(Dataset entries)
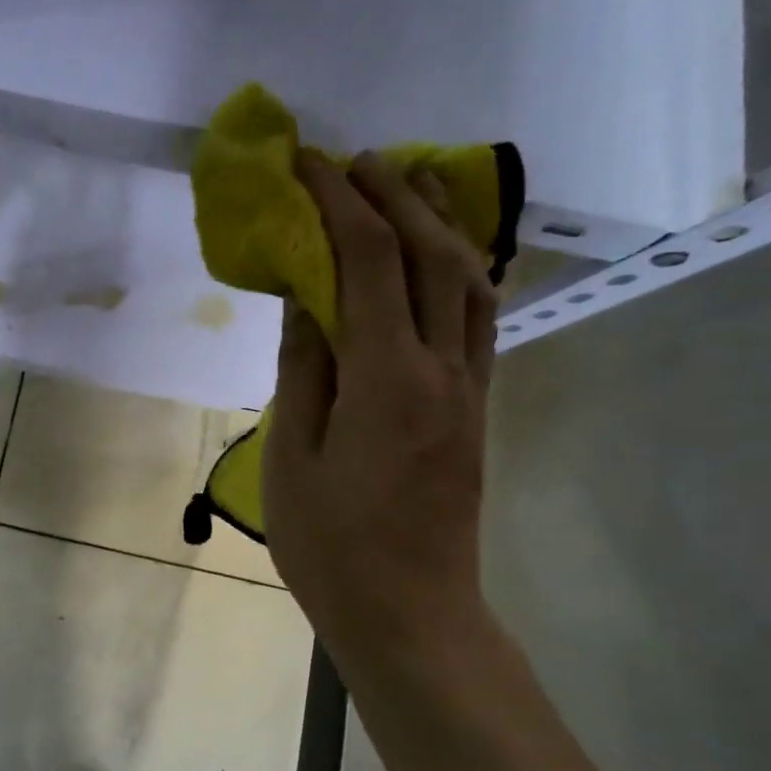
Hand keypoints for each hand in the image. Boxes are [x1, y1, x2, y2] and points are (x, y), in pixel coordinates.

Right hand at [263, 150, 497, 677]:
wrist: (411, 613)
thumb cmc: (331, 545)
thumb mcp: (293, 455)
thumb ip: (303, 369)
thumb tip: (304, 296)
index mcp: (387, 380)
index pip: (367, 263)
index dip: (339, 203)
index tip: (309, 163)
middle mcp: (442, 369)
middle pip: (428, 257)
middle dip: (393, 195)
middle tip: (358, 156)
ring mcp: (469, 388)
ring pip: (468, 280)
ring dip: (439, 221)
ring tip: (411, 179)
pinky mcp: (477, 407)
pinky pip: (478, 317)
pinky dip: (460, 267)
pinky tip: (442, 253)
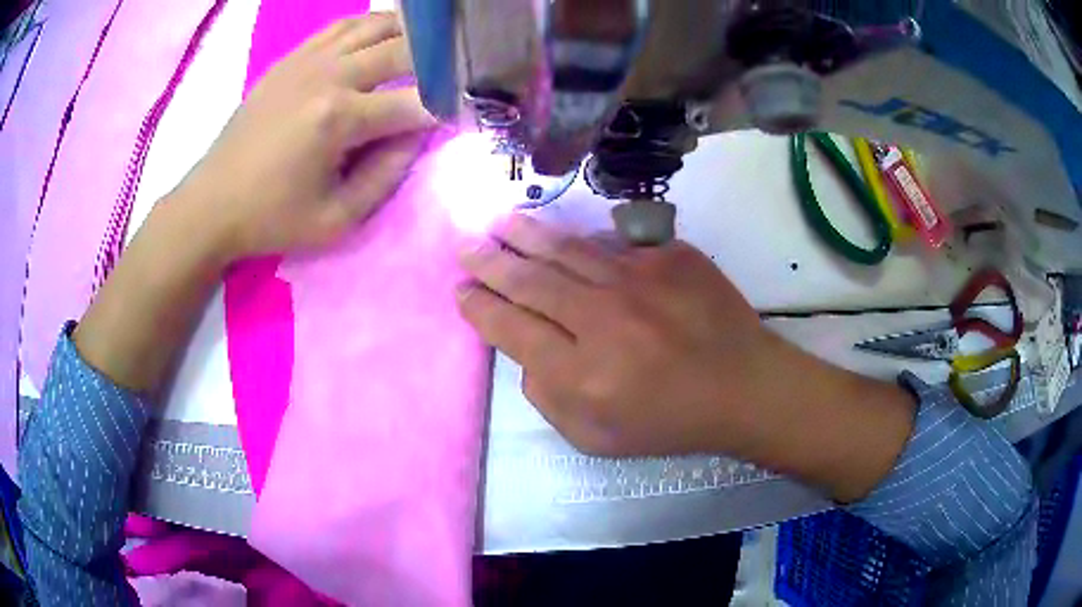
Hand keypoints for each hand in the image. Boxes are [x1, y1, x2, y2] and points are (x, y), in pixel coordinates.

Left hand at [179, 13, 435, 261]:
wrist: (212, 203)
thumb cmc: (272, 219)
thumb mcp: (337, 219)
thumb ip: (387, 175)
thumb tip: (419, 136)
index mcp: (339, 119)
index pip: (414, 104)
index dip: (444, 110)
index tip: (459, 117)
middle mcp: (329, 76)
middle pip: (403, 51)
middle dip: (438, 63)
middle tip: (451, 78)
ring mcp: (307, 60)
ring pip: (375, 25)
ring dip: (408, 35)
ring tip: (425, 51)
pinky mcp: (291, 59)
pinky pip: (341, 26)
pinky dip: (369, 26)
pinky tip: (380, 39)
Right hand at [456, 214, 775, 456]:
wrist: (743, 386)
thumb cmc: (669, 421)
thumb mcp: (596, 438)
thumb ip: (548, 399)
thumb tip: (526, 353)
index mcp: (581, 374)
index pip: (510, 328)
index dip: (480, 308)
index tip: (462, 293)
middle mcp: (602, 319)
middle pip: (529, 281)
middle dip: (490, 263)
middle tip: (467, 248)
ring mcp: (638, 280)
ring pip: (566, 250)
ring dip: (525, 236)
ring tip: (500, 224)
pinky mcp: (668, 257)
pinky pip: (612, 246)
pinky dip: (581, 242)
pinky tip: (563, 237)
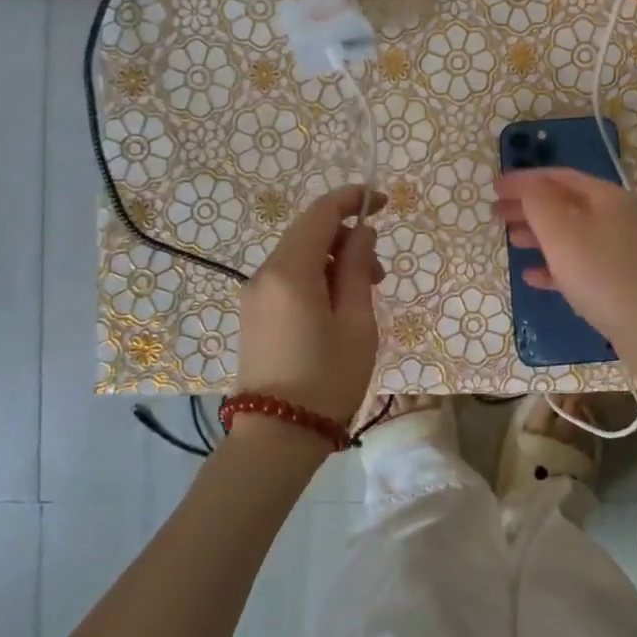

(To do) An exact copy of every record above is needed, with all pictures left out.

(Solution below)
Hand keypoints for each hand in the image. Boxes are [x1, y1, x2, y2] and points are (x, y), in pixel coordinates.

Right hand at [263, 150, 497, 677]:
wrist: (411, 613)
thumb cmc: (331, 545)
thumb mcp: (293, 455)
thumb ip: (303, 369)
thumb tip: (304, 296)
index mcp: (387, 380)
index pip: (367, 263)
index dip: (339, 203)
index tip: (309, 163)
middle mcp: (442, 369)
middle pip: (428, 257)
middle dip: (393, 195)
middle tip: (358, 156)
ring mcp: (469, 388)
ring pip: (468, 280)
ring dip: (439, 221)
ring tip: (411, 179)
pinky mcp: (477, 407)
pinky pip: (478, 317)
pinky dip: (460, 267)
pinky tip: (442, 253)
Hand keypoints for each hand in the image. Boxes are [x1, y1, x2, y2] and points are (x, y), in pixel coordinates.

Left hand at [179, 13, 435, 261]:
wrist: (212, 203)
thumb cmc: (272, 219)
thumb mcp: (337, 219)
thumb ip: (387, 175)
thumb tip: (419, 136)
index mcp: (339, 119)
index pip: (414, 104)
index dip: (444, 110)
index tip: (459, 117)
middle mcp: (329, 76)
middle pip: (403, 51)
middle dip: (438, 63)
middle tip: (451, 78)
ring mcp: (307, 60)
ring pip: (375, 25)
ring dip: (408, 35)
ring tip: (425, 51)
pinky mcp: (291, 59)
pinky pip: (341, 26)
pinky dip: (369, 26)
pinky tip: (380, 39)
Right hand at [456, 214, 775, 456]:
wrist: (743, 386)
thumb cmc: (669, 421)
thumb mcp: (596, 438)
thumb ip: (548, 399)
thumb tip: (526, 353)
index mcp: (581, 374)
index pip: (510, 328)
index dip: (480, 308)
index tip: (462, 293)
middle mcp: (602, 319)
middle pip: (529, 281)
middle dip: (490, 263)
middle tip: (467, 248)
ring mcp: (638, 280)
ring pip: (566, 250)
ring dip: (525, 236)
ring tip: (500, 224)
pinky mcp: (668, 257)
pinky pip: (612, 246)
pinky dip: (581, 242)
pinky tip: (563, 237)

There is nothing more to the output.